**What you need to do:** In the material below, find the line with "pinky mcp: (387, 369)" and the line with "middle pip: (735, 847)". Output exactly those two lines and all lines between them, leaving out pictures.

------ Stored data

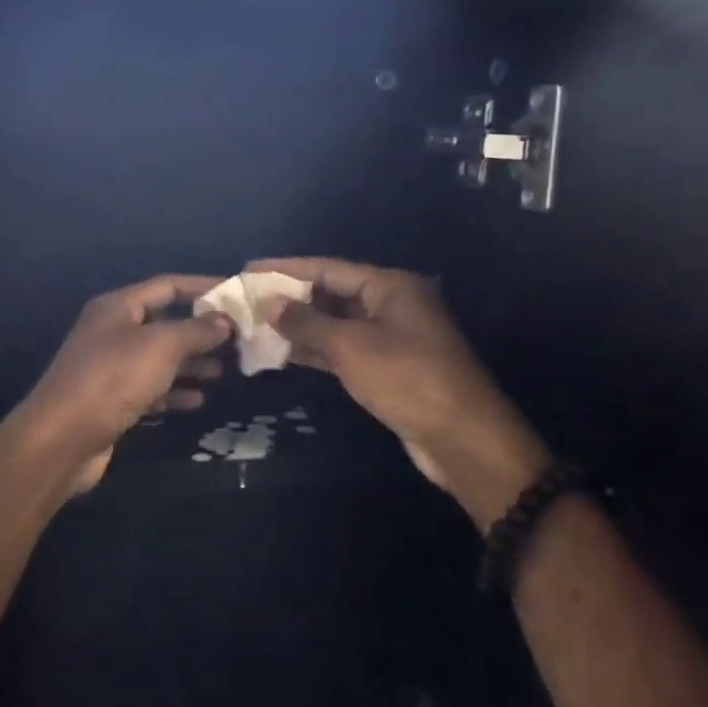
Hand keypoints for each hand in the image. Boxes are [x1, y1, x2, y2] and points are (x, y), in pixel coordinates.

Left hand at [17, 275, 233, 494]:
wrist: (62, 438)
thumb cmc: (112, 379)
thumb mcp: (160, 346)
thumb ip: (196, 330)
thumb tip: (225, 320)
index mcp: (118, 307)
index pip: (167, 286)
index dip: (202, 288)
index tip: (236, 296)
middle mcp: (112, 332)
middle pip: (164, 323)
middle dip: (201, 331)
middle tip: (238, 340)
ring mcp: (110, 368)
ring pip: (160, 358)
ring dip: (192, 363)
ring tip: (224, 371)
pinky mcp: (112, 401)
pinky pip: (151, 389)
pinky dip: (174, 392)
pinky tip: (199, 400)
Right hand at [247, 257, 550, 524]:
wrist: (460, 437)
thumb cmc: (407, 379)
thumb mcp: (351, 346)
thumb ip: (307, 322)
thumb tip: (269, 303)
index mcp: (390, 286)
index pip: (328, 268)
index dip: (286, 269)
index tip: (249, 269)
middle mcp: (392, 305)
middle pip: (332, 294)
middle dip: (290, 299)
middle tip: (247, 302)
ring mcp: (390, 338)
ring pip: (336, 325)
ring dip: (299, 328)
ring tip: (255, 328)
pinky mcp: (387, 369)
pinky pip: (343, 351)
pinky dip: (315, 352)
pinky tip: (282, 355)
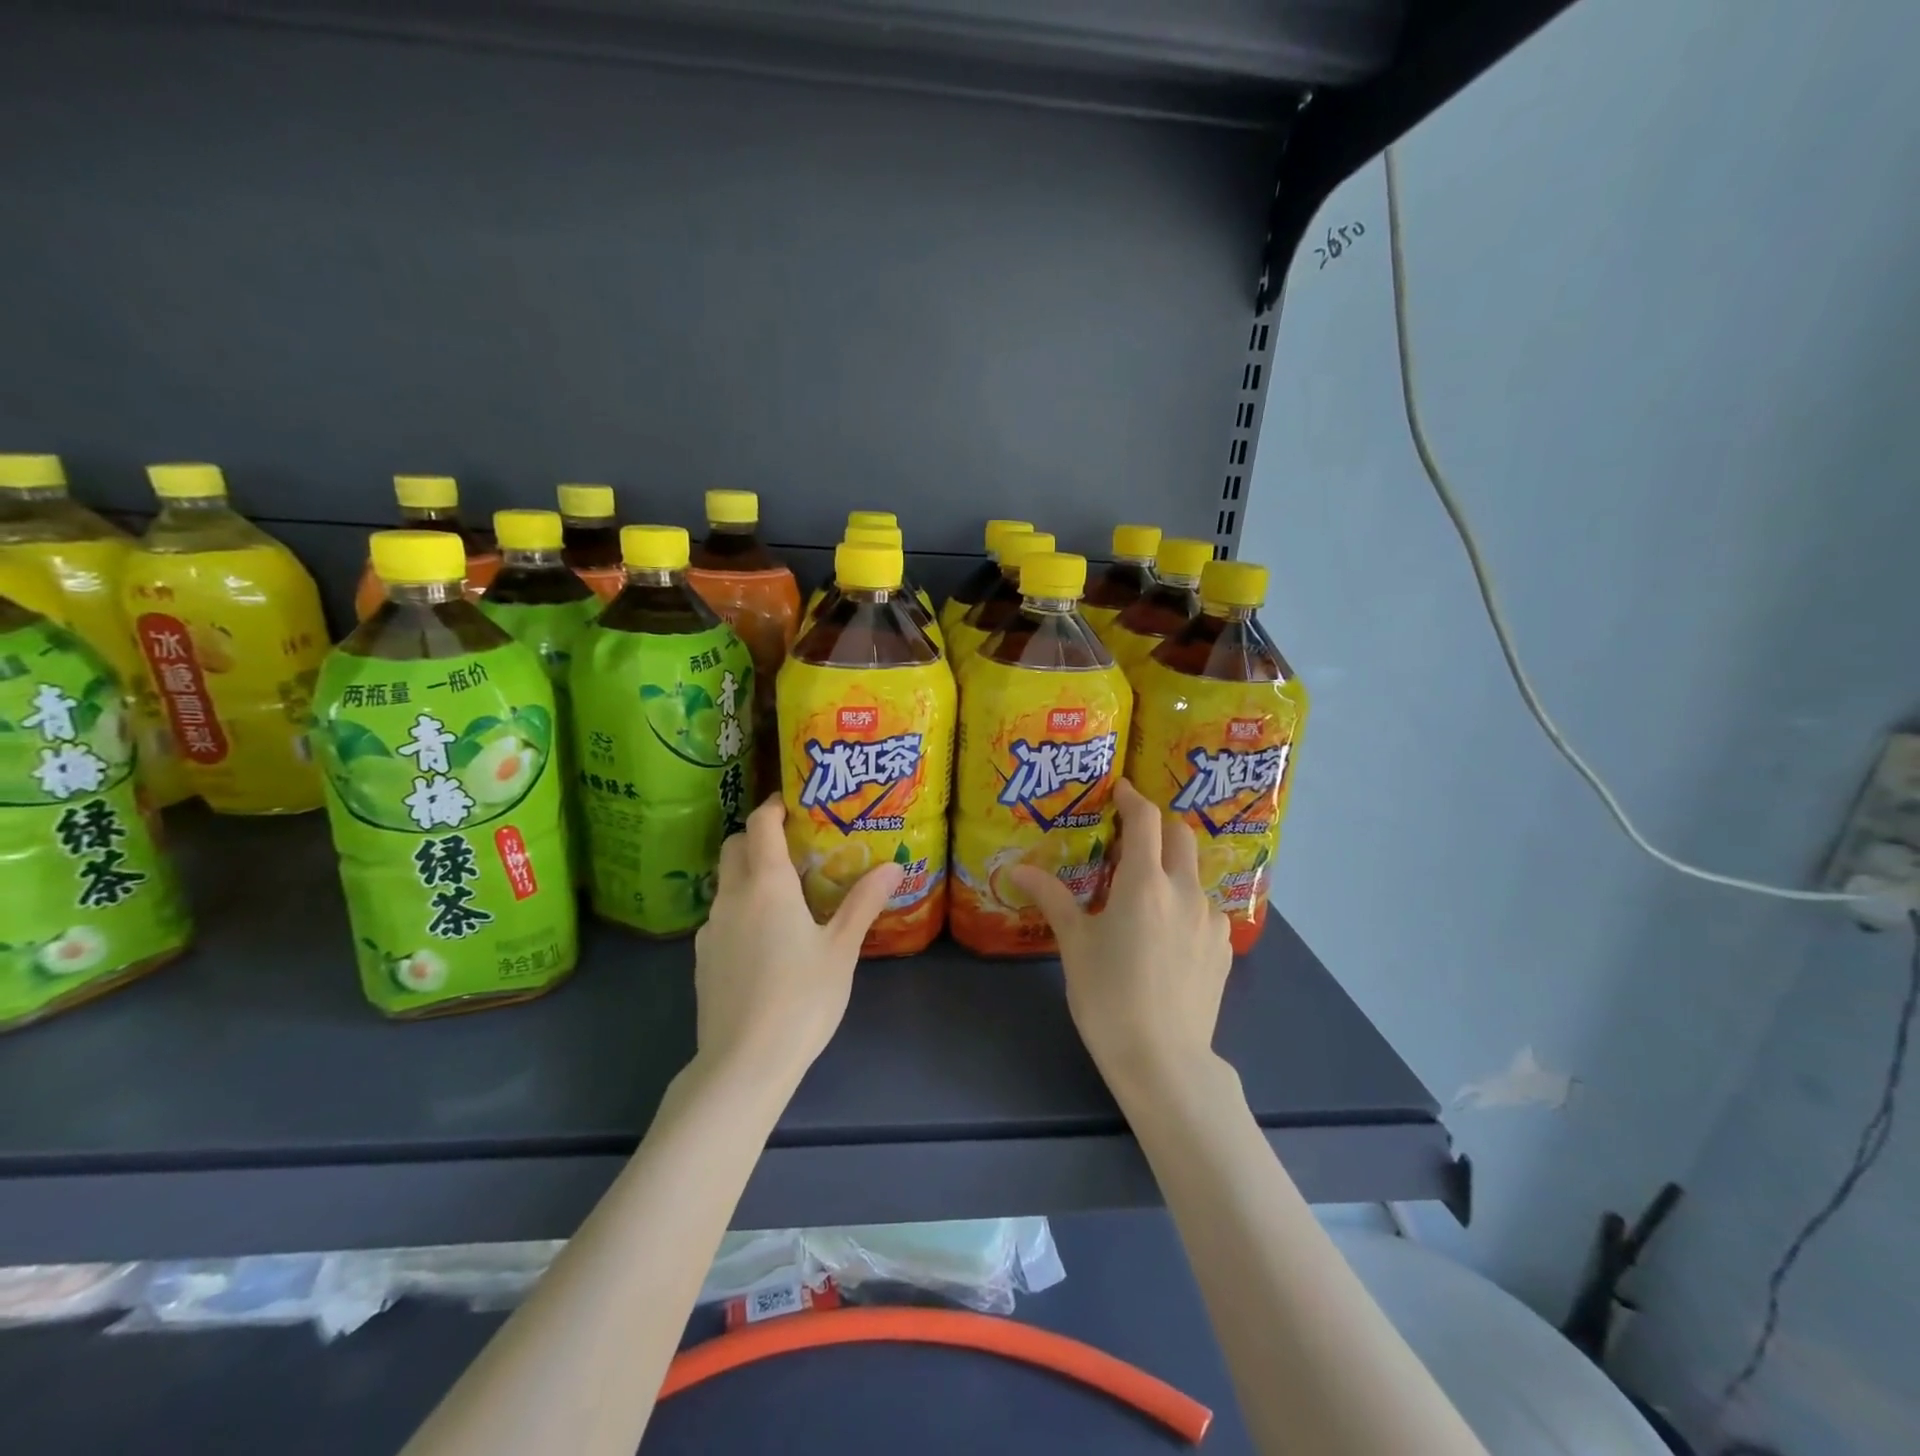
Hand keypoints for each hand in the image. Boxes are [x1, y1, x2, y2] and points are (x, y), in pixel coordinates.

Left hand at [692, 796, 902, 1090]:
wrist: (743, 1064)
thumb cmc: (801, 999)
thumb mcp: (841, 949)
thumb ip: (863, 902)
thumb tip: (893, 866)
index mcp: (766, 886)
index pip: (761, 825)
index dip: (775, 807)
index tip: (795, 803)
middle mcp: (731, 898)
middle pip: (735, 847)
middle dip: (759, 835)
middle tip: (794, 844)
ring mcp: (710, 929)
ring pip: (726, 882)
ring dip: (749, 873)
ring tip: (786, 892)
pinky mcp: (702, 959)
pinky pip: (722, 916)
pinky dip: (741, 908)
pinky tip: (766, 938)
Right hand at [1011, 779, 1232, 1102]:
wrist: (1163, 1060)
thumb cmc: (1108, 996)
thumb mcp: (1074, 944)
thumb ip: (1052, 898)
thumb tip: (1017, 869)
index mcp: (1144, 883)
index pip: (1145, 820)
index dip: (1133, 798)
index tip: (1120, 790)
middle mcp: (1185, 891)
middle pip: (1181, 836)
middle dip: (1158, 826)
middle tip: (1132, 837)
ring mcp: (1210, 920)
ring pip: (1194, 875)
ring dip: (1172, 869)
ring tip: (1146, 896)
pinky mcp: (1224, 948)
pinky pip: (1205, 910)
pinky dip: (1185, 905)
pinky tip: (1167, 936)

------------
------ Stored data

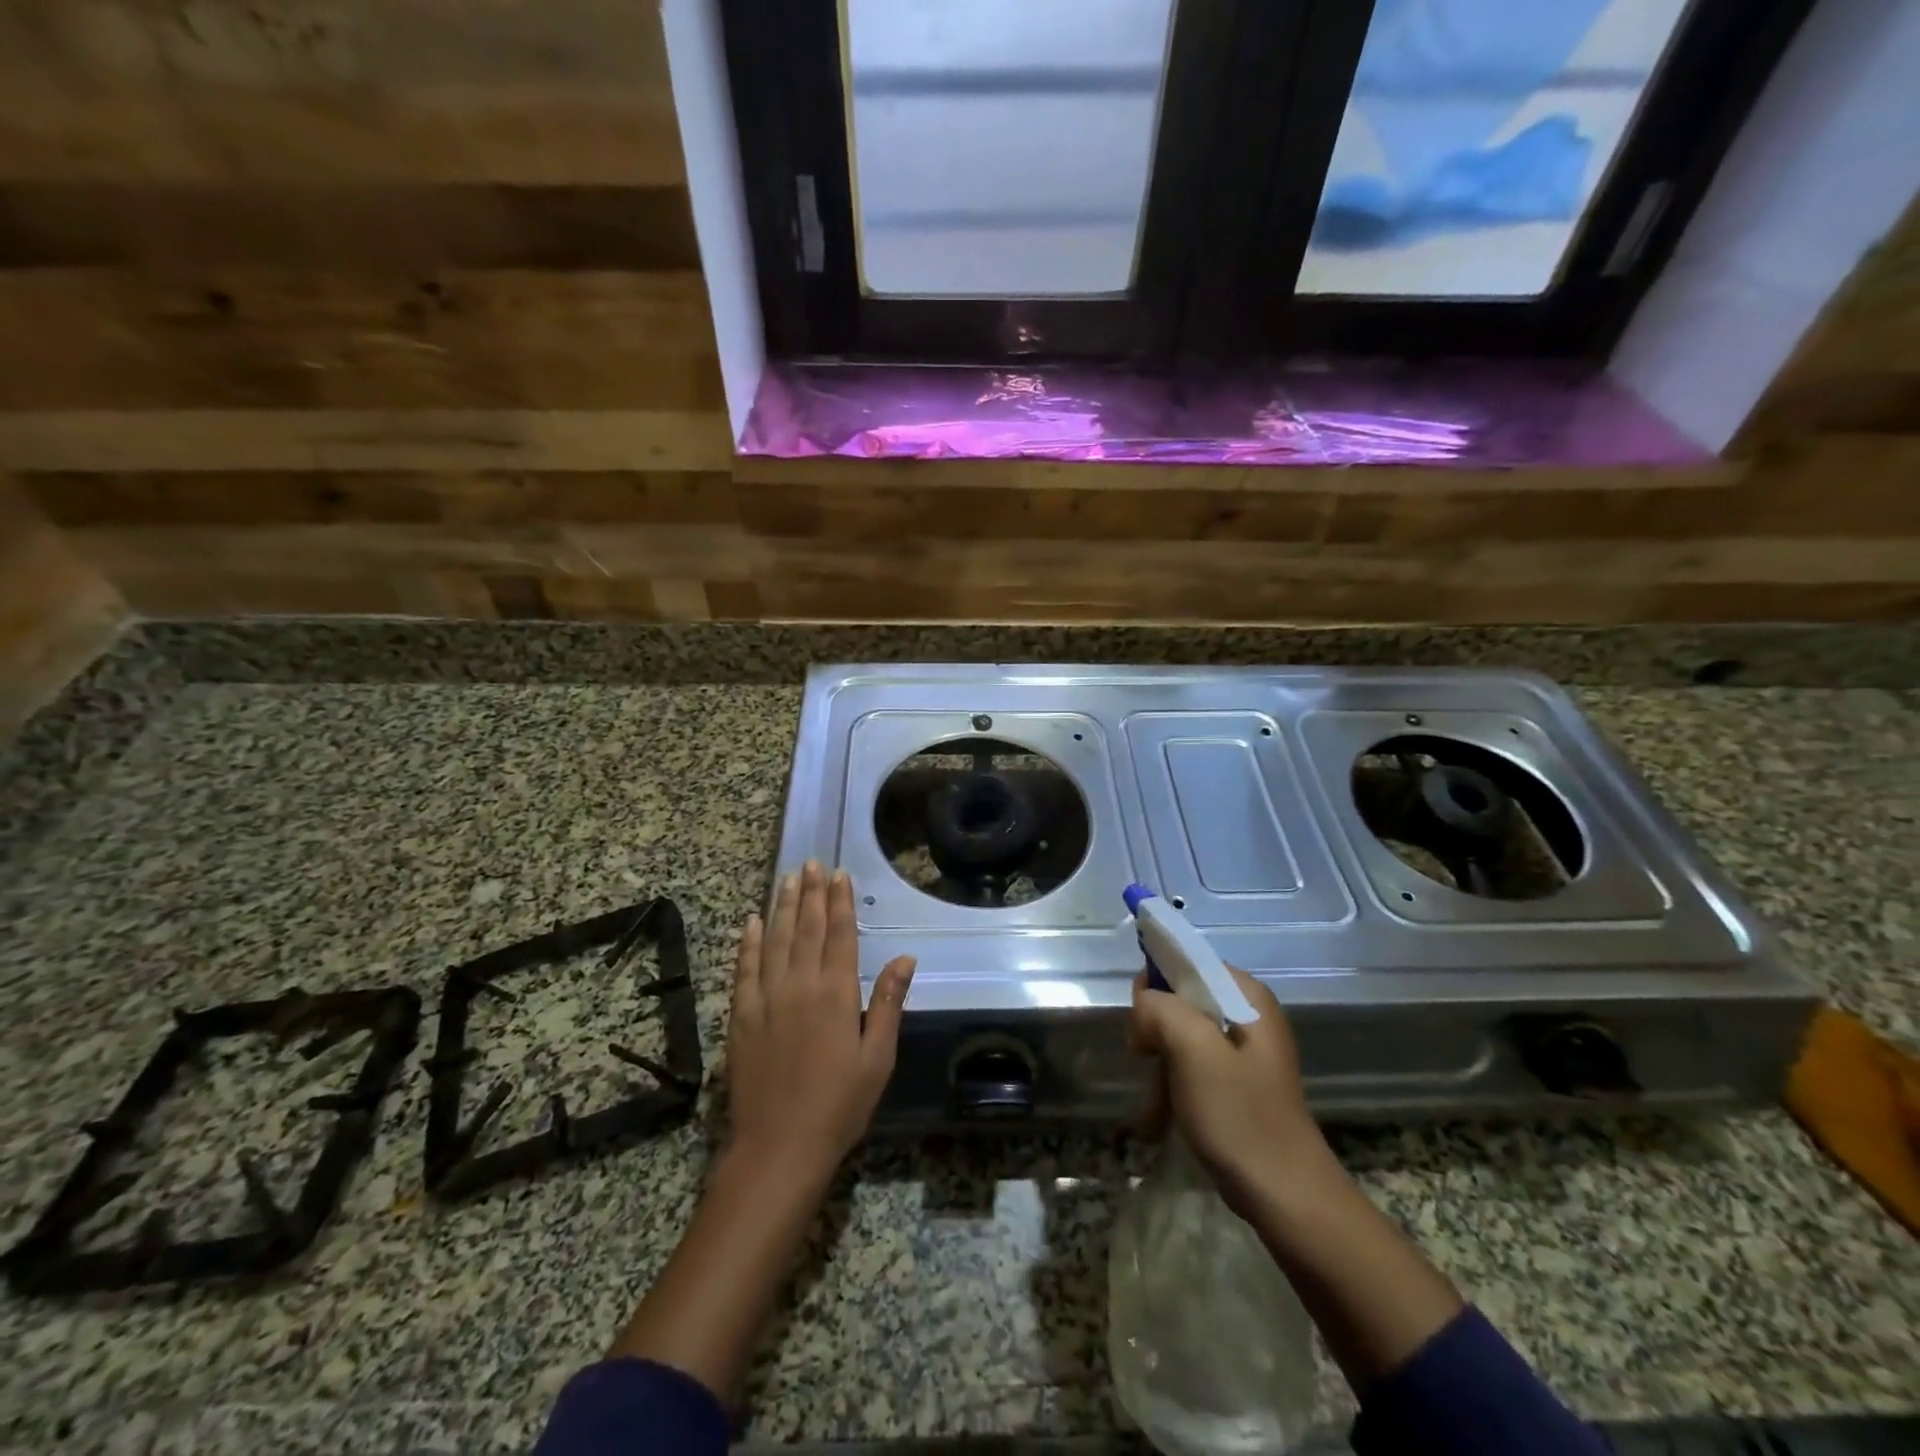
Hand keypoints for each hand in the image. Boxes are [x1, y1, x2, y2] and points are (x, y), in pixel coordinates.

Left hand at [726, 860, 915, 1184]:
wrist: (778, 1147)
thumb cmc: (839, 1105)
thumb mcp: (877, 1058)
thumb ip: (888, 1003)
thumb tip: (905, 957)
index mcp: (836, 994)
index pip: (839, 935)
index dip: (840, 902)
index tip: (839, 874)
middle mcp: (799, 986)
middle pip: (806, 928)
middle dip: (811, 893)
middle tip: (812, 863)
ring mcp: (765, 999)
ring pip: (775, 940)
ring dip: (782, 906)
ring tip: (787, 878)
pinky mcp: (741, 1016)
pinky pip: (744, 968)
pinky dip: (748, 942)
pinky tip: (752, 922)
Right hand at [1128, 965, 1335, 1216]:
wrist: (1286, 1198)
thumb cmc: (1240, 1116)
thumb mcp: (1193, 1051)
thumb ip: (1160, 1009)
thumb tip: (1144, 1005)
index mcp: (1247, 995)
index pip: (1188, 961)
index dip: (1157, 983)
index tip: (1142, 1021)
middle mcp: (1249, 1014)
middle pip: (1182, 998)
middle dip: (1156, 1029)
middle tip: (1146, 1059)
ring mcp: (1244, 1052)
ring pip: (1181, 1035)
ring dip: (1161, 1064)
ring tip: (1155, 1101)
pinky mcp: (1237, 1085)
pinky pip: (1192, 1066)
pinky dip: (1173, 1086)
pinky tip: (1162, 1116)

------------

**Result below:**
pinky mcp: (387, 369)
pinky pip: (343, 351)
pinky dip: (315, 352)
pinky tip: (282, 355)
Hand keypoints for each hand in the image. Boxes are [x1, y1, x2, y2] and points are (x, y), in pixel coordinates.

Left hand at [692, 796, 902, 1090]:
wrist: (743, 1064)
thumb cmc: (801, 999)
thumb mcp: (841, 949)
thumb ip: (863, 902)
thumb tip: (893, 866)
index mcp: (766, 886)
index pip: (761, 825)
index dip: (775, 807)
index tip: (795, 803)
middle mcp: (731, 898)
middle pip: (735, 847)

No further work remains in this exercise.